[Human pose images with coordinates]
+--
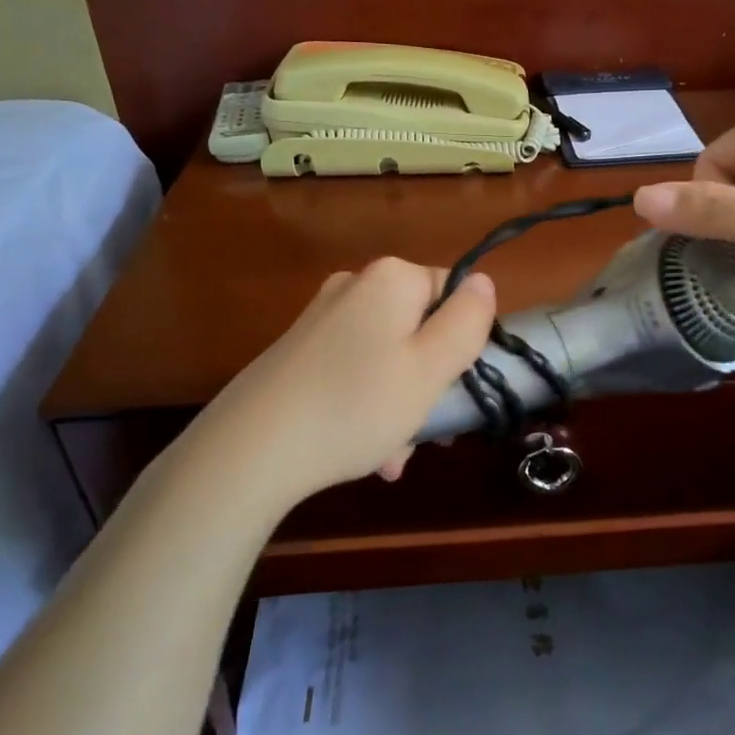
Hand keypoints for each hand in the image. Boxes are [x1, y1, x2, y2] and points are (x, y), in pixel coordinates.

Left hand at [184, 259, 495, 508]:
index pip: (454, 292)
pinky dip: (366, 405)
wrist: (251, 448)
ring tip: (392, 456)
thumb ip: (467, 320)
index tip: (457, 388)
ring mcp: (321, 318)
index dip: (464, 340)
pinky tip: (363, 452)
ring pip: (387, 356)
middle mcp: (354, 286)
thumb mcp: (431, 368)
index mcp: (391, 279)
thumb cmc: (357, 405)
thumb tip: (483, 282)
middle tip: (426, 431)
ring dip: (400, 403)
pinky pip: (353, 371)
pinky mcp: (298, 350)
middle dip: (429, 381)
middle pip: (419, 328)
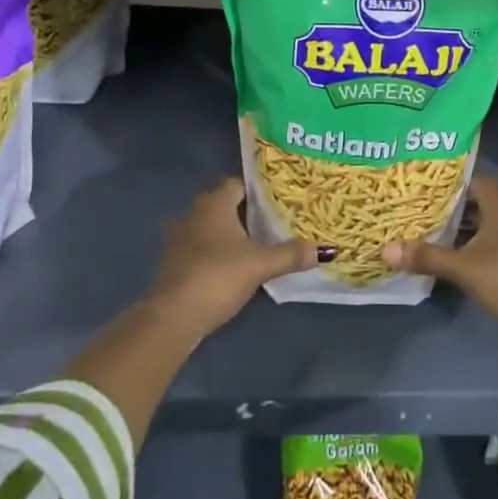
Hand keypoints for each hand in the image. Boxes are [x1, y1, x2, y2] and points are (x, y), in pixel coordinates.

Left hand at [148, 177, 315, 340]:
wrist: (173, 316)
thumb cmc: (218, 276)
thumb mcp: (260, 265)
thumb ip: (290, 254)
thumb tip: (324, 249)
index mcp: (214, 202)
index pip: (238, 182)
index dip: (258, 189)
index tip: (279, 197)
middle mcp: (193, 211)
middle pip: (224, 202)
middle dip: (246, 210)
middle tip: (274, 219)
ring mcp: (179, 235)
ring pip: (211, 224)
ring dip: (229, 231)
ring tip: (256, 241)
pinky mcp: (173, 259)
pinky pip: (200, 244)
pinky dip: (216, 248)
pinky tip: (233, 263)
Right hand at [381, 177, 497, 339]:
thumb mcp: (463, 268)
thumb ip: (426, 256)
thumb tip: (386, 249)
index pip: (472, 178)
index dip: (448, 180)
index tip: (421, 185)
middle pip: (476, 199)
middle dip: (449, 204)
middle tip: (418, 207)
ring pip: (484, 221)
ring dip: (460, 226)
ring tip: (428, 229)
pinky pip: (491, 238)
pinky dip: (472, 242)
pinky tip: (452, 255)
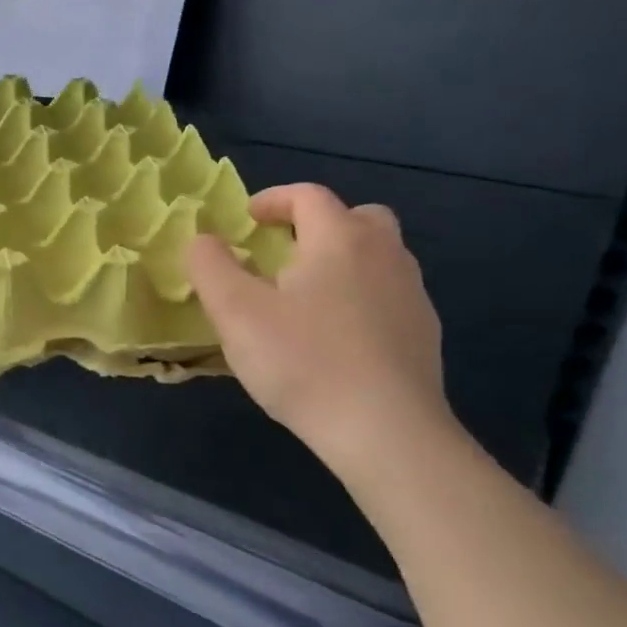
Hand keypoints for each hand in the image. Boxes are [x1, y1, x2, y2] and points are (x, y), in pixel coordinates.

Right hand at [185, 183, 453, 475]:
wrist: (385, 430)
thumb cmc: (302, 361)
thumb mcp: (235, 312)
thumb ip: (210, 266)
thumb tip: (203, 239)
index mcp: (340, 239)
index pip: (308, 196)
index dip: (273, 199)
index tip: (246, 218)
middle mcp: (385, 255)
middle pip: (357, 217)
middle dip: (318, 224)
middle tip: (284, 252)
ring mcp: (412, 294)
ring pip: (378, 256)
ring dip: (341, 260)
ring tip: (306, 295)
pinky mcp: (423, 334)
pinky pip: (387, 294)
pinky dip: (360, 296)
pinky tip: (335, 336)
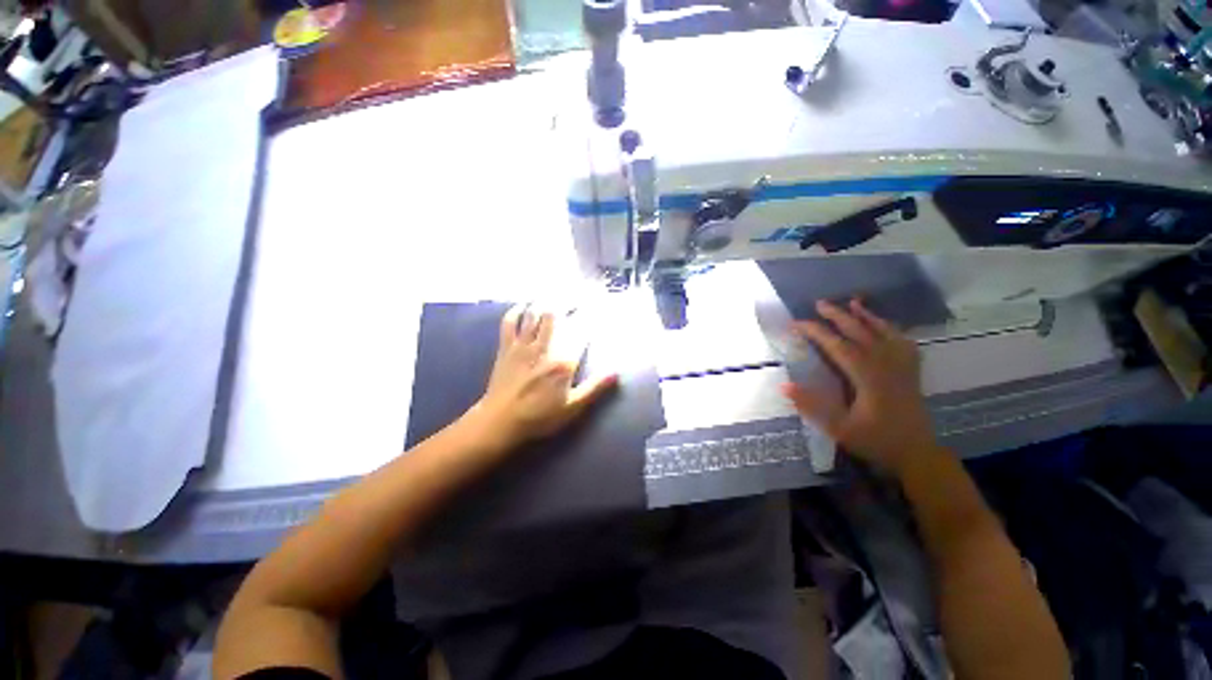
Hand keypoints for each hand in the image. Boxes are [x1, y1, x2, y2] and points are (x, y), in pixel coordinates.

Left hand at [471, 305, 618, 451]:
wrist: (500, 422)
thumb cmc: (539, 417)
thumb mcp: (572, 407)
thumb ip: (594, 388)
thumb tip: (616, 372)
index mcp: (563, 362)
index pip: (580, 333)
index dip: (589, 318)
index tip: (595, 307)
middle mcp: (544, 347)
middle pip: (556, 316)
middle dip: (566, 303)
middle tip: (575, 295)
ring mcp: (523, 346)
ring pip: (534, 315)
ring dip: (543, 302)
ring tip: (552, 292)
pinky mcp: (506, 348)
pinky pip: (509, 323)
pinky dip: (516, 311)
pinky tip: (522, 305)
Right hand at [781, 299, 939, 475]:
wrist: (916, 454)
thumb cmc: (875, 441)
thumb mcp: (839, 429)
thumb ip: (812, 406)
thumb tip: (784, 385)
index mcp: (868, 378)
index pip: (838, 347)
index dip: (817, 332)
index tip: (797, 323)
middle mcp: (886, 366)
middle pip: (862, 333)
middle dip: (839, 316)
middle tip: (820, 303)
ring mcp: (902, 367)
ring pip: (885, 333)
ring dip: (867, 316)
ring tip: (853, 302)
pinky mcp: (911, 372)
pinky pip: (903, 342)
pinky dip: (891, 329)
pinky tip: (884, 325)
+--
• [ABOUT THIS TASK]: Which of the lines above hold the string "hand"? Copy each one.

• [RESPONSE]:
Hand keypoints for each hand in the image. Boxes are [x1, y1, x2, y2] and points are (x, y), in pixel coordinates.
Left hand at [184, 259, 495, 508]:
Hand keypoints for each hand in the image. Boxes are [x1, y1, x2, y2] and points are (x, y), in pixel coordinates.
Left hand at [148, 177, 315, 340]:
Right hand at [381, 177, 497, 339]:
Hand keypoints for each hand in the image. Boxes are [x1, y1, x2, y2] and points are (x, y), in pixel coordinates.
Right hand at [185, 183, 453, 475]:
Hand keypoints for each hand in the image. Boxes are [x1, y1, x2, y2] and points are (x, y), in pixel coordinates.
Left hand at [471, 305, 618, 451]:
Right hand at [781, 299, 939, 475]:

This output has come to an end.